Alleged Proud Boys Storm Drag Queen Story Hour at Bay Area Library [Photo + Video]

California police are investigating after a group of men allegedly interrupted a Drag Queen Story Hour at a library in the San Francisco Bay Area.

via: Revolt

Officials say the incident occurred around 1:30 p.m. at the San Lorenzo Library located on Paseo Grande in the California Bay Area. There were reports of homophobic and transphobic slurs being yelled at the host.

According to Alameda County Sheriff’s Dept. Lt. Ray Kelly, a drag queen named Panda Dulce (whose real name is Kyle Chu), was reading to preschool-aged children for Drag Queen Story Time when the men stormed the library. The event was a Pride Month celebration.

Yesterday (June 12), Dulce interviewed with KPIX 5 and said, “I’ve always received death threats, hate mail for doing Drag Queen Story Hour. This time it felt very close to violence.”

Dulce continued to describe the situation by adding that between eight to 10 men interrupted the event. The children’s parents were present.

“It was extremely loud. It was like a cacophony of voices just yelling over one another, taunting me, calling me a groomer, a pedophile, a tranny and an ‘it’. [They were] interrogating the parents, ‘Why are you bringing your kids to this?’ I didn’t feel safe because one of them was wearing a shirt with an AK-47 on it. And it said, ‘Kill your local pedophile,’” Dulce recalled.

In a Facebook post, the sheriff’s office said, “The men were described as extremely aggressive with a threatening violent demeanor causing people to fear for their safety. Deputies responded to the scene and were able to de-escalate the situation.”

Rep. Eric Swallwell (D-Dublin), who represents San Lorenzo in Congress, spoke out against the attack.

“We must reject this hate and extremism whenever it shows itself,” he said. “There is no place for this hate in the East Bay, and we all need to speak up with one voice in saying so.”

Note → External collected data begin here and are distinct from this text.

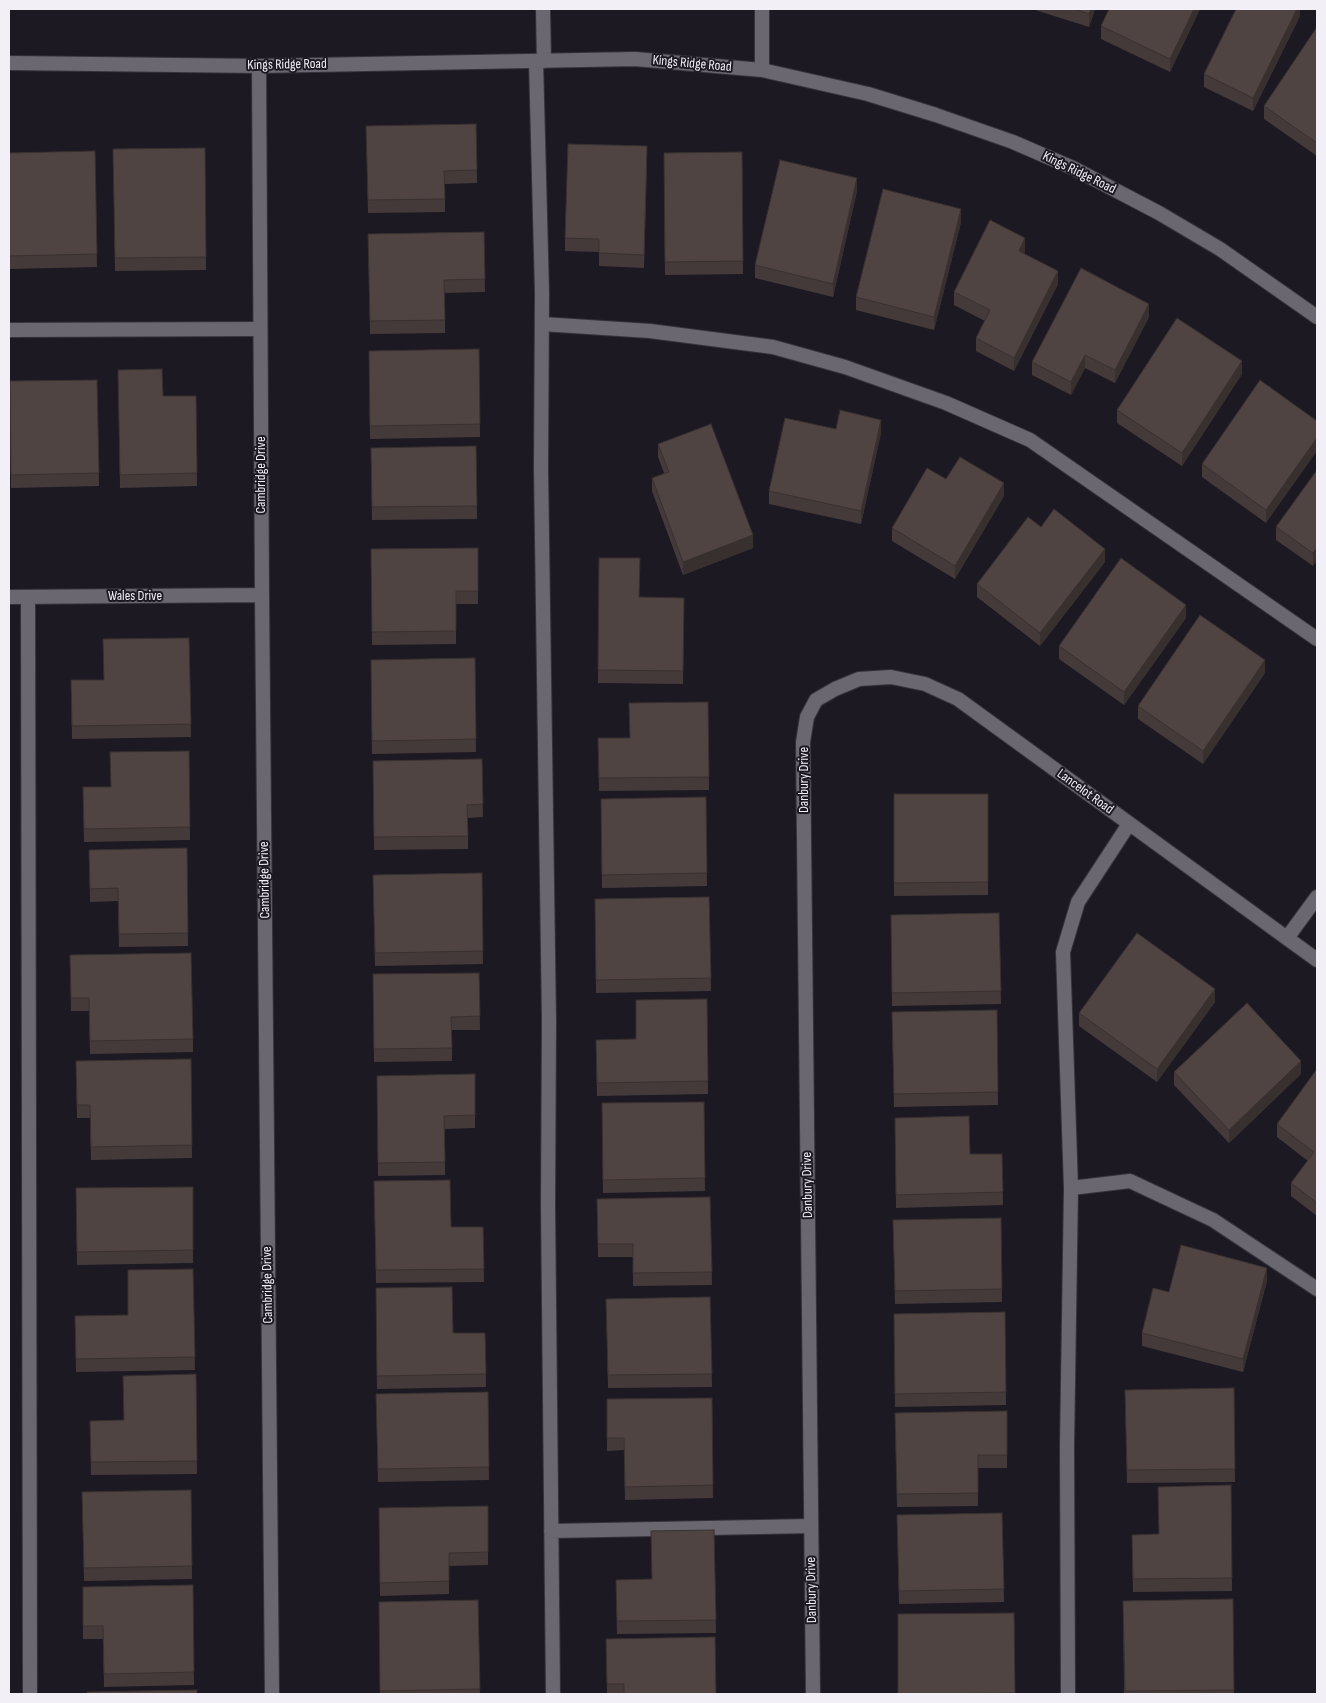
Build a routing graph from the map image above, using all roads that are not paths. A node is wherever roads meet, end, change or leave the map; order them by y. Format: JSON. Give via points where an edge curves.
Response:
{"nodes":[{"id":1,"x":543,"y":9,"type":"edge"},
{"id":2,"x":762,"y":9,"type":"edge"},
{"id":3,"x":540,"y":61,"type":"junction"},
{"id":4,"x":9,"y":63,"type":"edge"},
{"id":5,"x":259,"y":66,"type":"junction"},
{"id":6,"x":762,"y":70,"type":"junction"},
{"id":7,"x":1317,"y":317,"type":"edge"},
{"id":8,"x":542,"y":324,"type":"junction"},
{"id":9,"x":260,"y":329,"type":"junction"},
{"id":10,"x":9,"y":330,"type":"edge"},
{"id":11,"x":262,"y":595,"type":"junction"},
{"id":12,"x":9,"y":597,"type":"edge"},
{"id":13,"x":28,"y":597,"type":"junction"},
{"id":14,"x":1317,"y":639,"type":"edge"},
{"id":15,"x":835,"y":689,"type":"joint"},
{"id":16,"x":1129,"y":824,"type":"junction"},
{"id":17,"x":1317,"y":898,"type":"edge"},
{"id":18,"x":1286,"y":938,"type":"junction"},
{"id":19,"x":1317,"y":960,"type":"edge"},
{"id":20,"x":1071,"y":1188,"type":"junction"},
{"id":21,"x":1317,"y":1289,"type":"edge"},
{"id":22,"x":811,"y":1526,"type":"junction"},
{"id":23,"x":551,"y":1531,"type":"junction"},
{"id":24,"x":30,"y":1694,"type":"edge"},
{"id":25,"x":272,"y":1694,"type":"edge"},
{"id":26,"x":553,"y":1694,"type":"edge"},
{"id":27,"x":813,"y":1694,"type":"edge"},
{"id":28,"x":1068,"y":1694,"type":"edge"}],
"edges":[{"from":1,"to":3,"type":"street"},
{"from":2,"to":6,"type":"street"},
{"from":3,"to":5,"type":"street","name":"Kings Ridge Road"},
{"from":3,"to":6,"type":"street","name":"Kings Ridge Road","via":[[635,59]]},
{"from":3,"to":8,"type":"street"},
{"from":4,"to":5,"type":"street","name":"Kings Ridge Road"},
{"from":5,"to":9,"type":"street","name":"Cambridge Drive"},
{"from":6,"to":7,"type":"street","name":"Kings Ridge Road","via":[[868,94],[936,115],[1013,142],[1073,168],[1160,213],[1220,249]]},
{"from":8,"to":14,"type":"street","via":[[650,331],[773,347],[845,367],[946,403],[1030,440]]},
{"from":8,"to":23,"type":"street"},
{"from":9,"to":10,"type":"street"},
{"from":9,"to":11,"type":"street","name":"Cambridge Drive"},
{"from":11,"to":13,"type":"street","name":"Wales Drive"},
{"from":11,"to":25,"type":"street","name":"Cambridge Drive"},
{"from":12,"to":13,"type":"street","name":"Wales Drive"},
{"from":13,"to":24,"type":"street"},
{"from":15,"to":16,"type":"street","name":"Lancelot Road","via":[[859,680],[891,677],[925,684],[958,700]]},
{"from":15,"to":22,"type":"street","name":"Danbury Drive","via":[[816,700],[807,717],[804,742]]},
{"from":16,"to":18,"type":"street","name":"Lancelot Road"},
{"from":16,"to":20,"type":"street","via":[[1078,902],[1062,952]]},
{"from":17,"to":18,"type":"street"},
{"from":18,"to":19,"type":"street","name":"Lancelot Road"},
{"from":20,"to":21,"type":"street","via":[[1130,1181],[1213,1220]]},
{"from":20,"to":28,"type":"street","via":[[1066,1447]]},
{"from":22,"to":23,"type":"street"},
{"from":22,"to":27,"type":"street","name":"Danbury Drive"},
{"from":23,"to":26,"type":"street"}]}
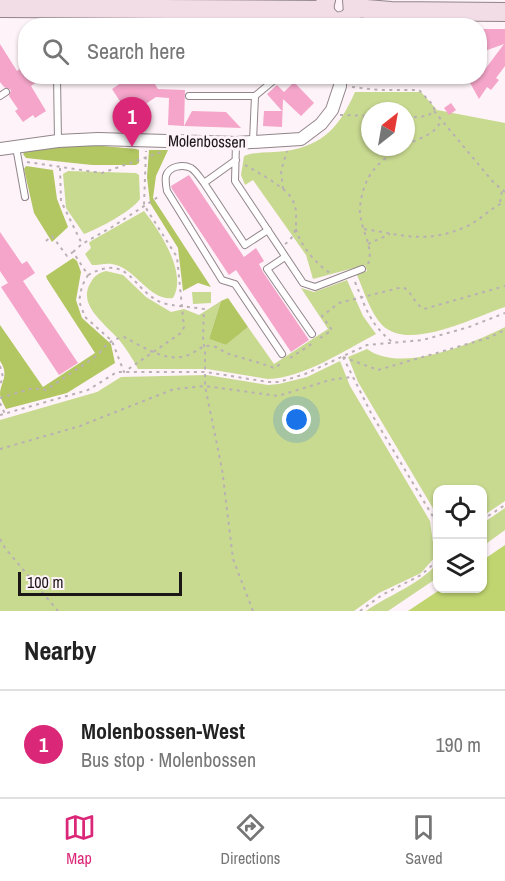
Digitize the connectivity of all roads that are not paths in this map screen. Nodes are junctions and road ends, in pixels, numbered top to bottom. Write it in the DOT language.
graph roads {
  1 [pos="84,4"];
  2 [pos="353,4"];
  3 [pos="325,5"];
  4 [pos="0,8"];
  5 [pos="505,12"];
  6 [pos="347,18"];
  7 [pos="57,84"];
  8 [pos="269,84"];
  9 [pos="339,84"];
  10 [pos="189,96"];
  11 [pos="255,96"];
  12 [pos="58,141"];
  13 [pos="253,142"];
  14 [pos="236,143"];
  15 [pos="15,146"];
  16 [pos="0,149"];
  17 [pos="236,160"];
  18 [pos="204,183"];
  19 [pos="25,197"];
  20 [pos="268,230"];
  21 [pos="285,257"];
  22 [pos="362,269"];
  23 [pos="312,334"];
  24 [pos="282,354"];
  1 -- 3 [label="street"];
  1 -- 4 [label="street"];
  2 -- 5 [label="street"];
  2 -- 6 [label="street"];
  7 -- 12 [label="lane"];
  8 -- 11 [label="lane"];
  9 -- 13 [label="street, Molenbossen"];
  10 -- 11 [label="lane"];
  11 -- 13 [label="lane"];
  12 -- 14 [label="street, Molenbossen"];
  12 -- 15 [label="street, Molenbossen"];
  13 -- 14 [label="street, Molenbossen"];
  14 -- 17 [label="lane"];
  15 -- 16 [label="street, Molenbossen"];
  15 -- 19 [label="lane"];
  17 -- 18 [label="lane"];
  17 -- 20 [label="lane"];
  18 -- 20 [label="lane"];
  18 -- 24 [label="lane"];
  20 -- 21 [label="lane"];
  21 -- 22 [label="lane"];
  21 -- 23 [label="lane"];
}
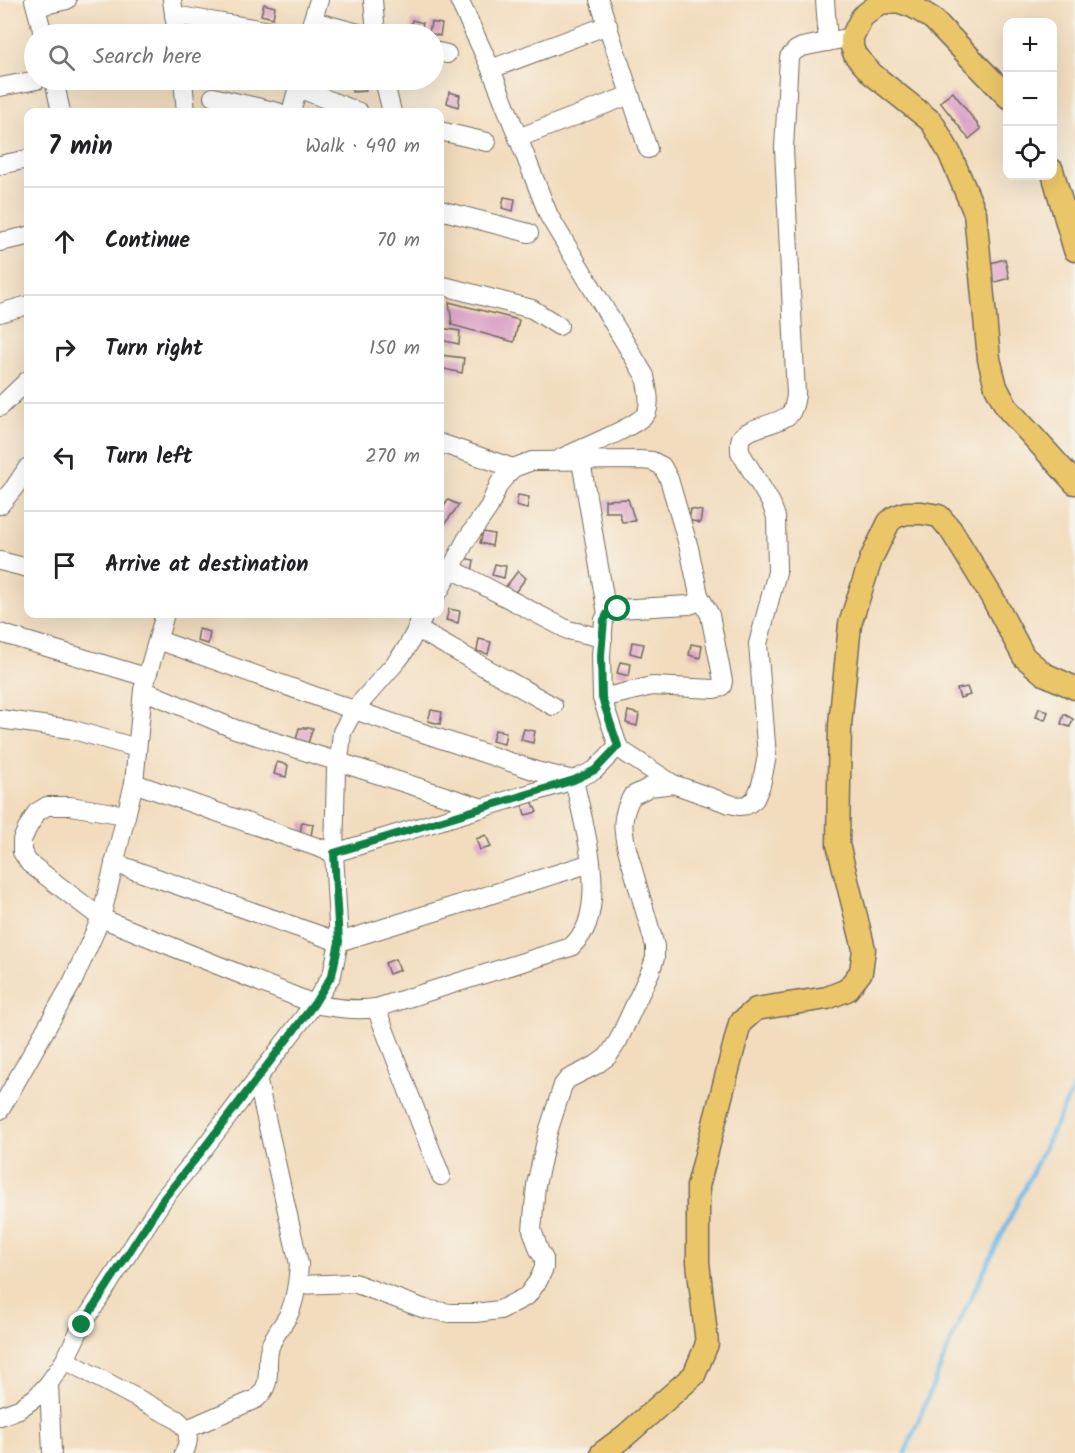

The event’s official website states, “Drag Queen Story Hour (DQSH) is just what it sounds like — drag queens reading stories to children in libraries, schools, and bookstores. DQSH captures the imagination and play of the gender fluidity of childhood and gives kids glamorous, positive, and unabashedly queer role models. In spaces like this, kids are able to see people who defy rigid gender restrictions and imagine a world where people can present as they wish, where dress up is real.”